One of my students e-mailed me to ask about my vacation and Italy. He’s pretty well-read and capable, so I wrote back to him. He wanted to know about Italy in particular, and I found myself warming up to my subject. This is what I wrote.
Dear X,
It’s ok about your anger thingy. You’ll get over it. Congratulations on the books. Are you learning the things you thought you would when you bought them? How have your assumptions been challenged or changed? You’ll likely be ready for next year’s physics class in science with your new-found knowledge. Do some reading up on that; you’re going to need it.
Italy was amazing. I spent most of my time in Sicily. We arrived in Palermo, which is the regional capital, on Friday evening, and spent a couple of hours wandering around the safer parts of the old city — visiting the cathedral and the old Norman royal palace. You remember the Normans? They conquered England in 1066? Well, they conquered Sicily about a hundred years before that — if they had been united, they might have had the greatest European empire since the Romans, but they didn’t agree to obey each other.
Saturday we walked around the old market of Palermo — we saw guys selling fish and spices and women selling bread, fish, vegetables and coffee. I had the best espresso I’ve ever had from one of the market stalls. It had about 6 tablespoons of really rich dark espresso coffee, and three tablespoons of sugar. 🙂 ! Then we drove down to Agrigento, a city on the southern coast, with more ruined temples than all of Greece except Athens. We clambered about in the museum there for several hours, and I filled in about a dozen pieces in the jigsaw puzzle of the ancient world that fits inside my head.
Sunday, we walked around the temples themselves. The view was stunning. Behind us, to the north, were the rolling hills of Sicily, covered with the modern city, olive groves and orange groves and vineyards. To the south was the Mediterranean Sea, in a state of full froth and incipient storm. It was fantastic. I got to read some poems about Greek gods on the steps of the temples dedicated to those gods, and it was tremendously exciting for me.
Monday, we drove (my dad and me) to the city of Selinunte. Selinunte was a town of 300,000 people or so in the 3rd century BC. It was as large as Pompeii, and 400 years older than Pompeii.

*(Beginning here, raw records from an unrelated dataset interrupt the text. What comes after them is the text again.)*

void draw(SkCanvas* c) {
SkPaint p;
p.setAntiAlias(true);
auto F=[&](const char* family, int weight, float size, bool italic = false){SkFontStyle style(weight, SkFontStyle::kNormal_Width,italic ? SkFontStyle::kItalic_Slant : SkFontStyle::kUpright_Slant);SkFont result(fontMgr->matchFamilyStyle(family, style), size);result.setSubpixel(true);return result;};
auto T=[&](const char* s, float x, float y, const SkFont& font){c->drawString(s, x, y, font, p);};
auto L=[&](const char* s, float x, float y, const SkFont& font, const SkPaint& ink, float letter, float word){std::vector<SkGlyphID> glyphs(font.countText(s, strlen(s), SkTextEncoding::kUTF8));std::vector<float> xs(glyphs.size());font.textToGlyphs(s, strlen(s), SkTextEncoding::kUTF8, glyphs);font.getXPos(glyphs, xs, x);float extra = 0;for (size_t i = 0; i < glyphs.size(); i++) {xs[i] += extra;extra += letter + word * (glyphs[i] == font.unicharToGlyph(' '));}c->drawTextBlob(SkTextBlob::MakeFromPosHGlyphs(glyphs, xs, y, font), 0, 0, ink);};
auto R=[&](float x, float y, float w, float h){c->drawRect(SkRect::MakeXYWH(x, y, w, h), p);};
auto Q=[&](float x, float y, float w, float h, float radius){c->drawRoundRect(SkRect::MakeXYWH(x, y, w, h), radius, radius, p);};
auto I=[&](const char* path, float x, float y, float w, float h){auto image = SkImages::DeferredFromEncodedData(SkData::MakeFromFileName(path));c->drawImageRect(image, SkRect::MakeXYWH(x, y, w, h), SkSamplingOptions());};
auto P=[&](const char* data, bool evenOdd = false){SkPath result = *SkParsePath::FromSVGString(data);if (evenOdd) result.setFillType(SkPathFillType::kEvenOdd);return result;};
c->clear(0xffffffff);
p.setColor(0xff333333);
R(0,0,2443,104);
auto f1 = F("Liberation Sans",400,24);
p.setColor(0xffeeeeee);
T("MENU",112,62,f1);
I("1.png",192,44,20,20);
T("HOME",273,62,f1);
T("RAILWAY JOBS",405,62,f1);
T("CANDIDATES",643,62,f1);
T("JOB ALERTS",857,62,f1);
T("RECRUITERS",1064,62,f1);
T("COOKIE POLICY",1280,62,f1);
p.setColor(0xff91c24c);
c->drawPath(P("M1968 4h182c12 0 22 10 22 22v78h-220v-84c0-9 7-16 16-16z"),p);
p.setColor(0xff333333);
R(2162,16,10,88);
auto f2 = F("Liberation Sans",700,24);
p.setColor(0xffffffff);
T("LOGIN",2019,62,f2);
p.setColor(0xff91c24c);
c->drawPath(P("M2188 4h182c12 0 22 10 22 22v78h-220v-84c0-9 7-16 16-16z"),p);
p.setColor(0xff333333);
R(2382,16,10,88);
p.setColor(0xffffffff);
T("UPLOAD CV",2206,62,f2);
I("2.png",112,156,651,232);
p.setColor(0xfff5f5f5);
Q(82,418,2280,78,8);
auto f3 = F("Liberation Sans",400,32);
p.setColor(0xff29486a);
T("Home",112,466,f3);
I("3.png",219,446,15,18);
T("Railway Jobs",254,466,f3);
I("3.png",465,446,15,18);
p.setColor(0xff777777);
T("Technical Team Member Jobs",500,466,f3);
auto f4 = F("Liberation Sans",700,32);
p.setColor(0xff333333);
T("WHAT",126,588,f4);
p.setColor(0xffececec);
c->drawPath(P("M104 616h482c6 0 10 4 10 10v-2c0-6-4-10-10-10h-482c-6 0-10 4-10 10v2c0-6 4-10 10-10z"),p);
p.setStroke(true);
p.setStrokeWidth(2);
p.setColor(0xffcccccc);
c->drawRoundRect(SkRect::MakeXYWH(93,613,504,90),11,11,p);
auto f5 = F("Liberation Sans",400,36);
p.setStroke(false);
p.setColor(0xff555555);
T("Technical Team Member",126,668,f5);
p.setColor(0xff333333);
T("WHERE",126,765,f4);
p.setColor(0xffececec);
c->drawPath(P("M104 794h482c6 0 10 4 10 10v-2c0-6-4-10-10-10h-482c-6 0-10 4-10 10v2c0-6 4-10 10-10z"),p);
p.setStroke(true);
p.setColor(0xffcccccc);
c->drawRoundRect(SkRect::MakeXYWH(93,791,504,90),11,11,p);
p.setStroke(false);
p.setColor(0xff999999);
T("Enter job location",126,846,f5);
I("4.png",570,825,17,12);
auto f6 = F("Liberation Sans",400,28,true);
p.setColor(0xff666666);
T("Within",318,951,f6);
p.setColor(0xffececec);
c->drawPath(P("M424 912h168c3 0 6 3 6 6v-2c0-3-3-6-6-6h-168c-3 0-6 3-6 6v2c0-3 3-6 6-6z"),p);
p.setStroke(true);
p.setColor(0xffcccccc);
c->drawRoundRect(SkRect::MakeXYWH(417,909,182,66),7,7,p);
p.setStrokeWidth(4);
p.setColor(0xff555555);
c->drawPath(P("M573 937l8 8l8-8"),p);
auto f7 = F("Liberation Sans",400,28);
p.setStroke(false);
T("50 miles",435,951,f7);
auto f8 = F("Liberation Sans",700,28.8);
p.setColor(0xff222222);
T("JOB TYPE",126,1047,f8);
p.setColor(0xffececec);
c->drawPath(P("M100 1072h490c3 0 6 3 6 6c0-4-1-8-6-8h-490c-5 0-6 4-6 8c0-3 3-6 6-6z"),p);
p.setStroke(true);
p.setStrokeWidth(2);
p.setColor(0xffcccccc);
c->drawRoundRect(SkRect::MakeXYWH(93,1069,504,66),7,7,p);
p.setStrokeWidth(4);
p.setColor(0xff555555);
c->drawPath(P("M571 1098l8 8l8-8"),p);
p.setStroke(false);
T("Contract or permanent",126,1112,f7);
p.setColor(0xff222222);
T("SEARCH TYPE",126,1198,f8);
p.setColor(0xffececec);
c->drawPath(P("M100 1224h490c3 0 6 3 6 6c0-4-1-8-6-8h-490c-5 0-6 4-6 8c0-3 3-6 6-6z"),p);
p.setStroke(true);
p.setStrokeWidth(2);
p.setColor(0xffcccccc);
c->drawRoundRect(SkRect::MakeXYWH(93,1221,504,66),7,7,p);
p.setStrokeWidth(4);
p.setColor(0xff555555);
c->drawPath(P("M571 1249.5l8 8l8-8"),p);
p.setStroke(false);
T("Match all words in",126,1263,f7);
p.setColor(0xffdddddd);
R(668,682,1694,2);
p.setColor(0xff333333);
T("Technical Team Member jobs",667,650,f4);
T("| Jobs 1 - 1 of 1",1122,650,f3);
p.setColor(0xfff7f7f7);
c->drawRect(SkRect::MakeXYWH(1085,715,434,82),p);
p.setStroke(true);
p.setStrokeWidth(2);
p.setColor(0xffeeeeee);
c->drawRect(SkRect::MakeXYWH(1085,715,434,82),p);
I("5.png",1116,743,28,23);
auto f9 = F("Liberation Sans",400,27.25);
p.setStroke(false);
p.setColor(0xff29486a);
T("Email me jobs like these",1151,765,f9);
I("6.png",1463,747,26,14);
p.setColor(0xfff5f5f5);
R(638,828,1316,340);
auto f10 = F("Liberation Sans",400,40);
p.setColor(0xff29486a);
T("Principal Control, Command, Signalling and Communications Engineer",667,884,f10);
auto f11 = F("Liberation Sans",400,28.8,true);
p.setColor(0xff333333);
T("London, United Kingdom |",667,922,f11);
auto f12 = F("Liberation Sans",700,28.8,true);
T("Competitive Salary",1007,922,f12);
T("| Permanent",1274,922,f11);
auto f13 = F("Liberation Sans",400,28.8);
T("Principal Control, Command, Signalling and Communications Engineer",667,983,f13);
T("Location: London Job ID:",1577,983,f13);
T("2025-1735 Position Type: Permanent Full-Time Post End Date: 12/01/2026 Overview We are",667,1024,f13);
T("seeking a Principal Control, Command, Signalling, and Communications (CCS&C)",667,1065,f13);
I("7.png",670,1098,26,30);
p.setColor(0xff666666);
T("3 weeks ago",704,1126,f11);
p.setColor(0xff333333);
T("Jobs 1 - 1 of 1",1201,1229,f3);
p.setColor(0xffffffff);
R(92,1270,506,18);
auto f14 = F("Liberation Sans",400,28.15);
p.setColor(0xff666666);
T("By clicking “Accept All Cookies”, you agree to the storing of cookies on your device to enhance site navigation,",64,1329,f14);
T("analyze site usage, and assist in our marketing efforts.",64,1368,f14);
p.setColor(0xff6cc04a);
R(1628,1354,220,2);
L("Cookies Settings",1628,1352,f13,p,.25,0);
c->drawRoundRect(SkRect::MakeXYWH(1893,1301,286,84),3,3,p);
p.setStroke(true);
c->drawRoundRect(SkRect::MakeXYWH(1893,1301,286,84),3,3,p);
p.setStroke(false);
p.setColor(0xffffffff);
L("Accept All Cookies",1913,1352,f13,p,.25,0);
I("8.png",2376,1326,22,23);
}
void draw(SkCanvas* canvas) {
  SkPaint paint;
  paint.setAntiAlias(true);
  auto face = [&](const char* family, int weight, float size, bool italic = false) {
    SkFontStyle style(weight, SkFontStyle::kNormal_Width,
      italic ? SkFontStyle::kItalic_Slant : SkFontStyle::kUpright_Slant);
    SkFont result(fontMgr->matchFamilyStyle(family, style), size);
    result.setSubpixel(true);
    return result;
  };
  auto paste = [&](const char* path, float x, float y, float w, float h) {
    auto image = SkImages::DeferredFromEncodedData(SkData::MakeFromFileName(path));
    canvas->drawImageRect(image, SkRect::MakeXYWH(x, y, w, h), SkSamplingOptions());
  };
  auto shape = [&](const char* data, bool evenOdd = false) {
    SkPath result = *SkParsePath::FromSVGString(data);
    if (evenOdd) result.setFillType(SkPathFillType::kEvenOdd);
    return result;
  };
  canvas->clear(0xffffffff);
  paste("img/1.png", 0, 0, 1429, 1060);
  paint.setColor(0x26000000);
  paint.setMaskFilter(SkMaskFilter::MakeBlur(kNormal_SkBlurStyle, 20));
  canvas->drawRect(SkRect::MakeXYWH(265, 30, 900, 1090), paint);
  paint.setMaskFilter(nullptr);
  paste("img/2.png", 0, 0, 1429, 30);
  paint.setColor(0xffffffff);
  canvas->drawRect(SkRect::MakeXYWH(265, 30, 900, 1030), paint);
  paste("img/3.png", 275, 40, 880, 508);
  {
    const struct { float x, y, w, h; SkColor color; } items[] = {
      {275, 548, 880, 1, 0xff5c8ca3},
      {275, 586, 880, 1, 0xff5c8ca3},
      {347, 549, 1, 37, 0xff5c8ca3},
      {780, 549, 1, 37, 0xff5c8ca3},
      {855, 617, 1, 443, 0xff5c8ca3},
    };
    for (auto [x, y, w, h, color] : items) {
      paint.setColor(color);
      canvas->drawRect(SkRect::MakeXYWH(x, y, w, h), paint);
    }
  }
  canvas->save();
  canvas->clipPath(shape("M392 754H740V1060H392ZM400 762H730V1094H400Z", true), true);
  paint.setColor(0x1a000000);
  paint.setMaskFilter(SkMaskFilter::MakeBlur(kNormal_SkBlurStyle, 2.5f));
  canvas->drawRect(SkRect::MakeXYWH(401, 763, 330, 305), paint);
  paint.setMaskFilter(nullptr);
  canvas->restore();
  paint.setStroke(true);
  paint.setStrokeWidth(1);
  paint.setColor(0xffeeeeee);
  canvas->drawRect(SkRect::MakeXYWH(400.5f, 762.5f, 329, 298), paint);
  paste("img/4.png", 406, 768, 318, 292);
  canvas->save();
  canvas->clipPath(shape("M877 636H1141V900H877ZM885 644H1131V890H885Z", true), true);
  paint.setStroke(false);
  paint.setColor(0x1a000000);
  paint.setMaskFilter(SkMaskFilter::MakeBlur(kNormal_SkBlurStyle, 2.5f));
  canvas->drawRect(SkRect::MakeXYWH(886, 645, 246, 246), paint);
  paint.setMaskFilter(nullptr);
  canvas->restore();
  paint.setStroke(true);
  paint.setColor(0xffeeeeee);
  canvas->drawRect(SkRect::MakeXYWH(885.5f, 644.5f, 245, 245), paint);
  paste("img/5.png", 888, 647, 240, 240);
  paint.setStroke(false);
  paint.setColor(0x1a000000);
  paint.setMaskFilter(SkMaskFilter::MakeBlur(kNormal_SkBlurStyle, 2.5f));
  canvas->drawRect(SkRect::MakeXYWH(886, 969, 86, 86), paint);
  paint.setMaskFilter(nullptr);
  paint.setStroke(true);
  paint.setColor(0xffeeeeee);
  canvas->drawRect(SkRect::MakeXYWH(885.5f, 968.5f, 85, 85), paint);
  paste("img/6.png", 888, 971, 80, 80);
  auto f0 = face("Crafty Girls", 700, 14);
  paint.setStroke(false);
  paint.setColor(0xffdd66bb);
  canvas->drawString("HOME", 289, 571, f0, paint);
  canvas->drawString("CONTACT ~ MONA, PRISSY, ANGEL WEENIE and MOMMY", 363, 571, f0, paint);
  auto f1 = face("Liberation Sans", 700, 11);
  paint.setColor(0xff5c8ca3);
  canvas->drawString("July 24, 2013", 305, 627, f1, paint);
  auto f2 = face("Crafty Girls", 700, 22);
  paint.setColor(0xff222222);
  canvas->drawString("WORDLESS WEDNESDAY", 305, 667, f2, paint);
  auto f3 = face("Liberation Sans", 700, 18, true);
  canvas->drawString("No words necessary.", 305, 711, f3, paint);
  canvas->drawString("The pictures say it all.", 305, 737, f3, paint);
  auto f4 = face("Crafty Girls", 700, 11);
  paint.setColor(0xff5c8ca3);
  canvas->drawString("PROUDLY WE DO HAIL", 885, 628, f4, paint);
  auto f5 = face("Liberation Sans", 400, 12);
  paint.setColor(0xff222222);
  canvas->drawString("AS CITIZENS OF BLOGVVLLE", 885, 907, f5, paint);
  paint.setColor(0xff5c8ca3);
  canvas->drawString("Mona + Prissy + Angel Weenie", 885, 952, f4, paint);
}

Only, instead of being buried in ash and volcanic mud, it was ruined by earthquake and war. I walked down the city’s main street and visited the six temples that still partially stand there, including the temple to Apollo, which has columns so large that you and I could not hold hands with our arms around it. We’d need at least two more people.
After that, we went to Mazara, where we saw a statue called il Satiro. In 1998, a group of fishermen hauled this 5th century bronze statue out of the Mediterranean from a Roman shipwreck off the coast. It’s raised on two black steel rods over a black marble slab, and it’s this lovely dancing male nude, painted green by the ocean and the centuries, and it’s so beautiful it takes your breath away. He looks almost lifelike, as if he would stand in a different position the next time you visited the museum. We had dinner that night in a restaurant where they bring you a bucket of fish, and you choose which fish in the bucket you want to eat, and they cook that fish.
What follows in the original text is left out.